Problem to work on: Lines containing the word "nodes": say how many there are in the listing, with only the number as the answer.

========

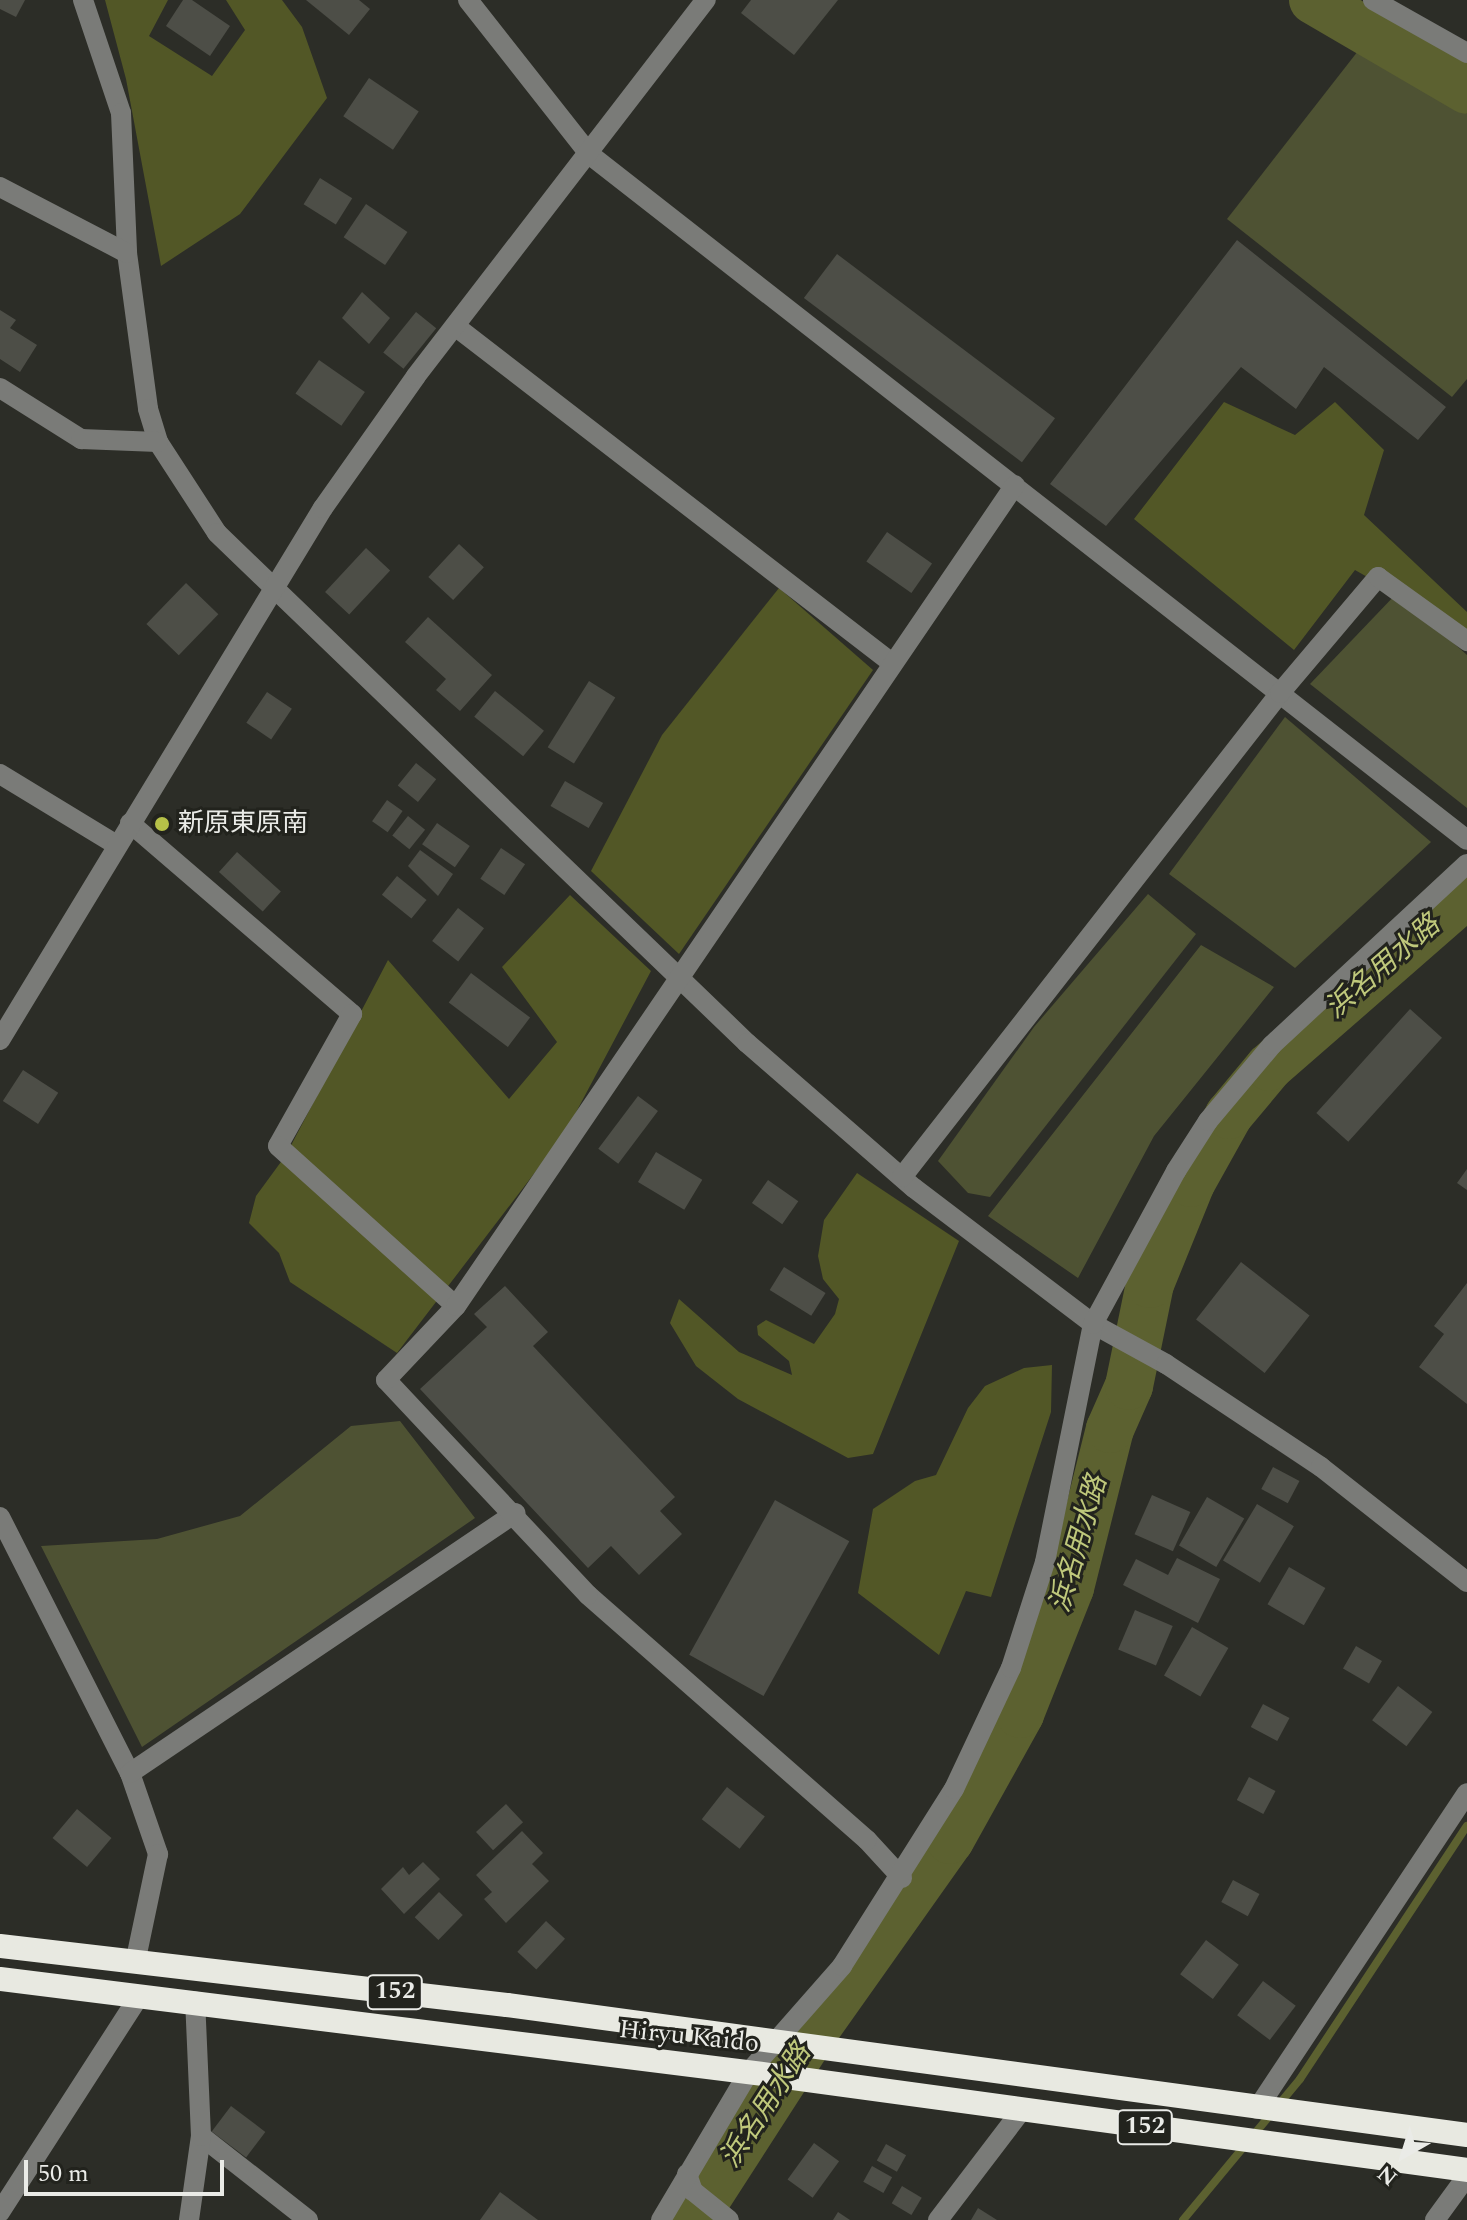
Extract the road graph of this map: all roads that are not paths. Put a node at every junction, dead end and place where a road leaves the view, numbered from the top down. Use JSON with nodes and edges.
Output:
{"nodes":[{"id":1,"x":83,"y":0,"type":"edge"},
{"id":2,"x":468,"y":0,"type":"edge"},
{"id":3,"x":706,"y":0,"type":"edge"},
{"id":4,"x":1373,"y":0,"type":"edge"},
{"id":5,"x":1467,"y":53,"type":"edge"},
{"id":6,"x":589,"y":154,"type":"junction"},
{"id":7,"x":0,"y":187,"type":"edge"},
{"id":8,"x":127,"y":253,"type":"junction"},
{"id":9,"x":455,"y":326,"type":"junction"},
{"id":10,"x":0,"y":388,"type":"edge"},
{"id":11,"x":158,"y":442,"type":"junction"},
{"id":12,"x":1015,"y":485,"type":"junction"},
{"id":13,"x":274,"y":587,"type":"junction"},
{"id":14,"x":1467,"y":641,"type":"edge"},
{"id":15,"x":892,"y":663,"type":"junction"},
{"id":16,"x":1280,"y":693,"type":"junction"},
{"id":17,"x":0,"y":774,"type":"edge"},
{"id":18,"x":130,"y":823,"type":"junction"},
{"id":19,"x":1467,"y":840,"type":"edge"},
{"id":20,"x":117,"y":845,"type":"junction"},
{"id":21,"x":1467,"y":864,"type":"edge"},
{"id":22,"x":676,"y":976,"type":"junction"},
{"id":23,"x":0,"y":1040,"type":"edge"},
{"id":24,"x":902,"y":1177,"type":"junction"},
{"id":25,"x":456,"y":1306,"type":"junction"},
{"id":26,"x":1093,"y":1324,"type":"junction"},
{"id":27,"x":515,"y":1513,"type":"junction"},
{"id":28,"x":0,"y":1517,"type":"edge"},
{"id":29,"x":1467,"y":1582,"type":"edge"},
{"id":30,"x":130,"y":1773,"type":"junction"},
{"id":31,"x":1467,"y":1793,"type":"edge"},
{"id":32,"x":902,"y":1878,"type":"junction"},
{"id":33,"x":0,"y":1946,"type":"edge"},
{"id":34,"x":135,"y":1963,"type":"junction"},
{"id":35,"x":0,"y":1979,"type":"edge"},
{"id":36,"x":139,"y":1996,"type":"junction"},
{"id":37,"x":195,"y":2001,"type":"junction"},
{"id":38,"x":781,"y":2042,"type":"junction"},
{"id":39,"x":760,"y":2074,"type":"junction"},
{"id":40,"x":1257,"y":2109,"type":"junction"},
{"id":41,"x":1021,"y":2111,"type":"junction"},
{"id":42,"x":1467,"y":2135,"type":"edge"},
{"id":43,"x":201,"y":2136,"type":"junction"},
{"id":44,"x":1467,"y":2173,"type":"edge"},
{"id":45,"x":690,"y":2183,"type":"junction"},
{"id":46,"x":0,"y":2212,"type":"edge"},
{"id":47,"x":726,"y":2217,"type":"edge"},
{"id":48,"x":189,"y":2220,"type":"edge"},
{"id":49,"x":308,"y":2220,"type":"edge"},
{"id":50,"x":661,"y":2220,"type":"edge"},
{"id":51,"x":938,"y":2220,"type":"edge"},
{"id":52,"x":1435,"y":2220,"type":"edge"}],
"edges":[{"from":1,"to":8,"type":"street"},
{"from":2,"to":6,"type":"street"},
{"from":3,"to":6,"type":"street"},
{"from":4,"to":5,"type":"street"},
{"from":6,"to":9,"type":"street"},
{"from":6,"to":12,"type":"street"},
{"from":7,"to":8,"type":"street"},
{"from":8,"to":11,"type":"street"},
{"from":9,"to":13,"type":"street"},
{"from":9,"to":15,"type":"street"},
{"from":10,"to":11,"type":"street"},
{"from":11,"to":13,"type":"street"},
{"from":12,"to":15,"type":"street"},
{"from":12,"to":16,"type":"street"},
{"from":13,"to":18,"type":"street"},
{"from":13,"to":22,"type":"street"},
{"from":14,"to":16,"type":"street"},
{"from":15,"to":22,"type":"street"},
{"from":16,"to":19,"type":"street"},
{"from":16,"to":24,"type":"street"},
{"from":17,"to":20,"type":"street"},
{"from":18,"to":20,"type":"street"},
{"from":18,"to":25,"type":"street"},
{"from":20,"to":23,"type":"street"},
{"from":21,"to":26,"type":"street"},
{"from":22,"to":24,"type":"street"},
{"from":22,"to":25,"type":"street"},
{"from":24,"to":26,"type":"street"},
{"from":25,"to":27,"type":"street"},
{"from":26,"to":29,"type":"street"},
{"from":26,"to":32,"type":"street"},
{"from":27,"to":30,"type":"street"},
{"from":27,"to":32,"type":"street"},
{"from":28,"to":30,"type":"street"},
{"from":30,"to":34,"type":"street"},
{"from":31,"to":40,"type":"street"},
{"from":32,"to":38,"type":"street"},
{"from":33,"to":34,"type":"highway","name":"Hiryu Kaido","number":"152"},
{"from":34,"to":38,"type":"highway","name":"Hiryu Kaido","number":"152"},
{"from":35,"to":36,"type":"highway","name":"Hiryu Kaido","number":"152"},
{"from":36,"to":37,"type":"highway","name":"Hiryu Kaido","number":"152"},
{"from":36,"to":46,"type":"street"},
{"from":37,"to":39,"type":"highway","name":"Hiryu Kaido","number":"152"},
{"from":37,"to":43,"type":"street"},
{"from":38,"to":39,"type":"street"},
{"from":38,"to":40,"type":"highway","name":"Hiryu Kaido","number":"152"},
{"from":39,"to":41,"type":"highway","name":"Hiryu Kaido","number":"152"},
{"from":39,"to":45,"type":"street"},
{"from":40,"to":42,"type":"highway","name":"Hiryu Kaido","number":"152"},
{"from":41,"to":44,"type":"highway","name":"Hiryu Kaido","number":"152"},
{"from":41,"to":51,"type":"street"},
{"from":43,"to":48,"type":"street"},
{"from":43,"to":49,"type":"street"},
{"from":44,"to":52,"type":"street"},
{"from":45,"to":47,"type":"street"},
{"from":45,"to":50,"type":"street"}]}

========

Result: 2